Posts Tagged ‘Culture’

Sour Faces Whining About Sour Faces

March 30, 2013

sad

I’m sick of organizations that don’t measure what matters.

Production targets flash on computer screens. Today’s production target: 1,500 widgets. Current: 837 widgets. The message: people are tools.

Measurement reflects value.

Where is the morale meter? Morale doesn’t matter when you don’t measure morale building behaviors.

What isn’t measured doesn’t matter,
even if you say it does.

Organizations must measure widget production. No argument from me. But, where the heck are the:

  1. Smile meters.
  2. Compliment counters.
  3. Laugh tracks. (pun intended)
  4. Pat-on-the-back targets.

I’m tired of complaints about sad environments. Do something about it.

Place smile-counting buttons on every computer screen. Every time someone smiles at you, push the smile icon. Position a smile-tracking-board in the lobby for everyone to see. I’m not joking.

Go large and create columns on a public board to record: smiles, laughs, compliments, and pats on the back. Go crazy and count the number of jokes told in the office. Give extra credit for bad jokes.

Skeptics:

“What if they don’t mean it, you ask?” Who gives a crap? Just do it. Sarcastic smiles are funny. A begrudging grin is better than no grin.

Smile even if you don’t mean it.
After a while you will.

I’m sick of hearing leaders with sour faces whining about sour faces.

I’ve been places where smiles appear briefly on full moon, when the brave crazies come out.

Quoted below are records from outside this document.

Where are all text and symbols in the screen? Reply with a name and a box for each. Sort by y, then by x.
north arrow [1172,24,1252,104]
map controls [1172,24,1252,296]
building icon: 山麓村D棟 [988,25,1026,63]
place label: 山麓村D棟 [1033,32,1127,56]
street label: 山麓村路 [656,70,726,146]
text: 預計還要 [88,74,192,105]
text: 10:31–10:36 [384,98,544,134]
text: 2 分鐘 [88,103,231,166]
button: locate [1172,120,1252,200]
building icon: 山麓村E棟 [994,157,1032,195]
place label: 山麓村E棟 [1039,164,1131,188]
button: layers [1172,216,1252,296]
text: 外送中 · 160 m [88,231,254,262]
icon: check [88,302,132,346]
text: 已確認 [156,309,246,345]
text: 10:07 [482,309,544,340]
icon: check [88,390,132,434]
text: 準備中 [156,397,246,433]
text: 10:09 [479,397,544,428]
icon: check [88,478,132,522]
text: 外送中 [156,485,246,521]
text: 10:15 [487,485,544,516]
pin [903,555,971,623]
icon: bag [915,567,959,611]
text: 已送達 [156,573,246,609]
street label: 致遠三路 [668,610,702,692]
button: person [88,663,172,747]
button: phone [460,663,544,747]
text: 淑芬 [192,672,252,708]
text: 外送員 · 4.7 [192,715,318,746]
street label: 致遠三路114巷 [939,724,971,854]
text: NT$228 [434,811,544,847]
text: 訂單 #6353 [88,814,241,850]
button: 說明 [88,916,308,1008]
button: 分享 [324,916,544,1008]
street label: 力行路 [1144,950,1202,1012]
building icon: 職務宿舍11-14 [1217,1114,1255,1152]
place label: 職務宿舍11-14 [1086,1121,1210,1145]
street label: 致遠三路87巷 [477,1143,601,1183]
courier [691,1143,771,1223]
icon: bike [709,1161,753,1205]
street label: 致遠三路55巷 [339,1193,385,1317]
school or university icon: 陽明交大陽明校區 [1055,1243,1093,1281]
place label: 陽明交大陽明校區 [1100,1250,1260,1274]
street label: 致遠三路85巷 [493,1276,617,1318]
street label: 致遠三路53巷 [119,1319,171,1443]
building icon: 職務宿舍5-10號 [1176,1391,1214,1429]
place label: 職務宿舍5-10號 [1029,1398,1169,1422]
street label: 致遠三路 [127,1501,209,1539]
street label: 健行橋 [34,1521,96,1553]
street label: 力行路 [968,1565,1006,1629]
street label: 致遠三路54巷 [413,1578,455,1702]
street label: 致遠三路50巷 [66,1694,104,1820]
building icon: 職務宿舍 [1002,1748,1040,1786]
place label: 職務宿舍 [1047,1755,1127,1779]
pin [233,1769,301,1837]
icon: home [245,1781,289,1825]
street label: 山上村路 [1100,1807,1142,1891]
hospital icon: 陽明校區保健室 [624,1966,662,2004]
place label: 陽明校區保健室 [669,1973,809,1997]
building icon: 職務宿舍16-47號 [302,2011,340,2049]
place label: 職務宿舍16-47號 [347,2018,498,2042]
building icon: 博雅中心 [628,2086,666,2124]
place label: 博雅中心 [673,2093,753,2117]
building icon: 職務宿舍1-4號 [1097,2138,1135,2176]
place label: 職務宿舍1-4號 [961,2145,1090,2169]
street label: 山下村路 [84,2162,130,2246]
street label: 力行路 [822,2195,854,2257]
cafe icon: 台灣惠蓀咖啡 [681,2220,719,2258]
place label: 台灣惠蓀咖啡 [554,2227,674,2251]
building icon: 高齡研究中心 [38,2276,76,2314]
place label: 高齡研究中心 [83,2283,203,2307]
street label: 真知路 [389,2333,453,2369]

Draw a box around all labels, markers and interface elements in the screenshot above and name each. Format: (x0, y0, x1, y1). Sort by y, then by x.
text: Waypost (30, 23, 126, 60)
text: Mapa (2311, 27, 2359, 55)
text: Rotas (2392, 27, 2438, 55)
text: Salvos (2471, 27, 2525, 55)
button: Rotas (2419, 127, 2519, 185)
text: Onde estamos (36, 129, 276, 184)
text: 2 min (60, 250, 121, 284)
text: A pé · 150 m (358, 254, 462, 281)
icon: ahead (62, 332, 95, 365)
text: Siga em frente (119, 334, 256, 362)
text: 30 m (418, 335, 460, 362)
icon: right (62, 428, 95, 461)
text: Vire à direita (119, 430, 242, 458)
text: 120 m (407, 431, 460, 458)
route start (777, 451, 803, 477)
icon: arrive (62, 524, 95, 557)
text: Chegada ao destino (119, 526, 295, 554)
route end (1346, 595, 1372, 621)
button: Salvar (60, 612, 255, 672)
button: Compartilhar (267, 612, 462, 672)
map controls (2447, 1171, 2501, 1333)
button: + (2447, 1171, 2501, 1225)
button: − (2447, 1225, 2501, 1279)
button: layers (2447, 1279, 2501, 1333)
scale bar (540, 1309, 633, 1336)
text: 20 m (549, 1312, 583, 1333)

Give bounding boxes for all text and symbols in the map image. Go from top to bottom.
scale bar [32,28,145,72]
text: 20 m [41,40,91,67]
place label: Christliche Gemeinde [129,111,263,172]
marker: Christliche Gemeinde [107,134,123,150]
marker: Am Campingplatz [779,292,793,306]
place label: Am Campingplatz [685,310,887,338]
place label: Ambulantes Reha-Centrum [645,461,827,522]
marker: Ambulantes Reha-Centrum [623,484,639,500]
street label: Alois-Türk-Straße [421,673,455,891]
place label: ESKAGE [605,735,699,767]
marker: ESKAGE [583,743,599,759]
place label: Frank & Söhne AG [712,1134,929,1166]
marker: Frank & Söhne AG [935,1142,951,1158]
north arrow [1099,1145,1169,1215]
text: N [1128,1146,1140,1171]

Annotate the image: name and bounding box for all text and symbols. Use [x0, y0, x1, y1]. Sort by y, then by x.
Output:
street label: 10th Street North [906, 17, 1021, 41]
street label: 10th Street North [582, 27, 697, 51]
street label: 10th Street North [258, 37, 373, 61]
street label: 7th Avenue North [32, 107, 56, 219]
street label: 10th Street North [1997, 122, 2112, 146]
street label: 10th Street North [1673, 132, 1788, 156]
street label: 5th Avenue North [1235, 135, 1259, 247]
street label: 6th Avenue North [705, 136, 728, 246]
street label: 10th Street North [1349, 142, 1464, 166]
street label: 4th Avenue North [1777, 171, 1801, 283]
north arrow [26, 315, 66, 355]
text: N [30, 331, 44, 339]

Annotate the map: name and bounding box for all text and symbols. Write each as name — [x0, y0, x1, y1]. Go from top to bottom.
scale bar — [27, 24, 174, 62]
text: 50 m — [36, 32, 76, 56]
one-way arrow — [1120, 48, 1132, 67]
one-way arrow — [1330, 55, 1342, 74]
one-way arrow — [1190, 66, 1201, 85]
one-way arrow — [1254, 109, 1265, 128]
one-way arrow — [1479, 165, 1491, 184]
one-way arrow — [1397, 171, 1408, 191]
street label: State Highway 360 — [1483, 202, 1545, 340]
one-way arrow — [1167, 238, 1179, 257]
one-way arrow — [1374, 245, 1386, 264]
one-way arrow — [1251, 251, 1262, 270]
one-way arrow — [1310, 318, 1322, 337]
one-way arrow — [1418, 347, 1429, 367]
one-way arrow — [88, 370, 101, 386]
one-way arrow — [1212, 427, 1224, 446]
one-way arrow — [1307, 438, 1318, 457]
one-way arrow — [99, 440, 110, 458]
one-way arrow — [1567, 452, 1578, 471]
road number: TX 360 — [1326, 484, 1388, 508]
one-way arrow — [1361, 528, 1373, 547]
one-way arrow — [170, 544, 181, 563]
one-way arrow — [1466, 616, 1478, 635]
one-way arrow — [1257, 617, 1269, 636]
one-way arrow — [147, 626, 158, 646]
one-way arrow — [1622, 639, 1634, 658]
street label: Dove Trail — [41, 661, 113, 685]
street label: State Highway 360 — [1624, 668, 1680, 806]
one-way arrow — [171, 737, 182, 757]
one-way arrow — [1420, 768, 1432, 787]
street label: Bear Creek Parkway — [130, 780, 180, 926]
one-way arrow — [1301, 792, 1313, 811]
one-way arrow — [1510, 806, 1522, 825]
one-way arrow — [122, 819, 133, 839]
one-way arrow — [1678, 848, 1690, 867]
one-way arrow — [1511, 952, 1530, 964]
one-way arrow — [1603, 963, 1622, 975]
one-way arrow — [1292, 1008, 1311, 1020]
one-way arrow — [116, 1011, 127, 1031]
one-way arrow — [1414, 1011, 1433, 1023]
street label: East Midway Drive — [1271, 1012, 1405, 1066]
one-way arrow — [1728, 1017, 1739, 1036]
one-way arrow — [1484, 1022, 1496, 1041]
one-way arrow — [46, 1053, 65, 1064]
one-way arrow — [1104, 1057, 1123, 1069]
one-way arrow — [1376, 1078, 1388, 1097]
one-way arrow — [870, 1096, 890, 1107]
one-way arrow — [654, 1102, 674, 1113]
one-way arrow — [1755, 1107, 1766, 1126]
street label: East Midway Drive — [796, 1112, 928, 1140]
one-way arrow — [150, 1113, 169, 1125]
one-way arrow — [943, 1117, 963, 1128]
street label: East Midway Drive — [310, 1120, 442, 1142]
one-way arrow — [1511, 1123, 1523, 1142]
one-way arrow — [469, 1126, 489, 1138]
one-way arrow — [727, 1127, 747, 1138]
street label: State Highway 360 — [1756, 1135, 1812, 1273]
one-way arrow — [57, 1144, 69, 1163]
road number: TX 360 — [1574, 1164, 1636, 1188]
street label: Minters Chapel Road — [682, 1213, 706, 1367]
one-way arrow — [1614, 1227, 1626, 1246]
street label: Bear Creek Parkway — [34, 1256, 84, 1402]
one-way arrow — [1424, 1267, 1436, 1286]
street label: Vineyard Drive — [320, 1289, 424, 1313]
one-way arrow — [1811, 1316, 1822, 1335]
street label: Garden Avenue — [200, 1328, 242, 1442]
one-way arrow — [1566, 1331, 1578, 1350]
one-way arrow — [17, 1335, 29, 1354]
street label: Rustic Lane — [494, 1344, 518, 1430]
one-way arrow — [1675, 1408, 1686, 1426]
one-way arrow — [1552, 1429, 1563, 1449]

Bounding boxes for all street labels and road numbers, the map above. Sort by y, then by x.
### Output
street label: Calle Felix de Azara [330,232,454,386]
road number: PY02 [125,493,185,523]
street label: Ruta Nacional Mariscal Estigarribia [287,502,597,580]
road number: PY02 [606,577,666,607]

You’re so full of yourself that you don’t dare measure morale building behaviors because morale sucks so bad in your organization. If you don’t do something about it, learn to enjoy it.

Measure:

Happiness matters. Measure it. What gets measure gets done. By the way, people aren’t tools!

How can leaders focus on happiness without losing sight of results?

Do something to enrich your personal morale. Join me, April 4th, for a FREE – LIVE conference call with Dr. Henry Cloud. Learn the surprising truth that setting boundaries extends results. INFO

Dr Henry Cloud with quote

Pretending Its OK or Freedom Through Real

March 11, 2013

Pretending

Image source by George Hodan

Pretending you have it together indicates you don’t.

Pretending perpetuates problems, propagates failures, and strengthens stress. Worse yet, …

Leaders who pretend lose themselves, bit by bit.

Bill George writes, “One Stanford professor has discovered that the number one fear of top leaders is “being found out.” (The foreword of, “Leadership and the Art of the Struggle,” by Steven Snyder.)

You continue being the problem
until you acknowledge you’re part of the problem.

Get real:

Everyone struggles. Perhaps ignorance is bliss in some contexts but never in leadership.

No one has it all together; pretending won’t make it so.

The leaders you place on pedestals feel confusion, doubt, and fear.

Run from every leader who doesn’t struggle. They’re intentional fakers, deluded, or they wrongly believe being positive is pretending its OK when it isn’t.

Pretending it’s so doesn’t make it so.

The first danger of false positivity:

Problems take root and grow when you close your eyes and pretend.

You can’t address what you pretend isn’t there.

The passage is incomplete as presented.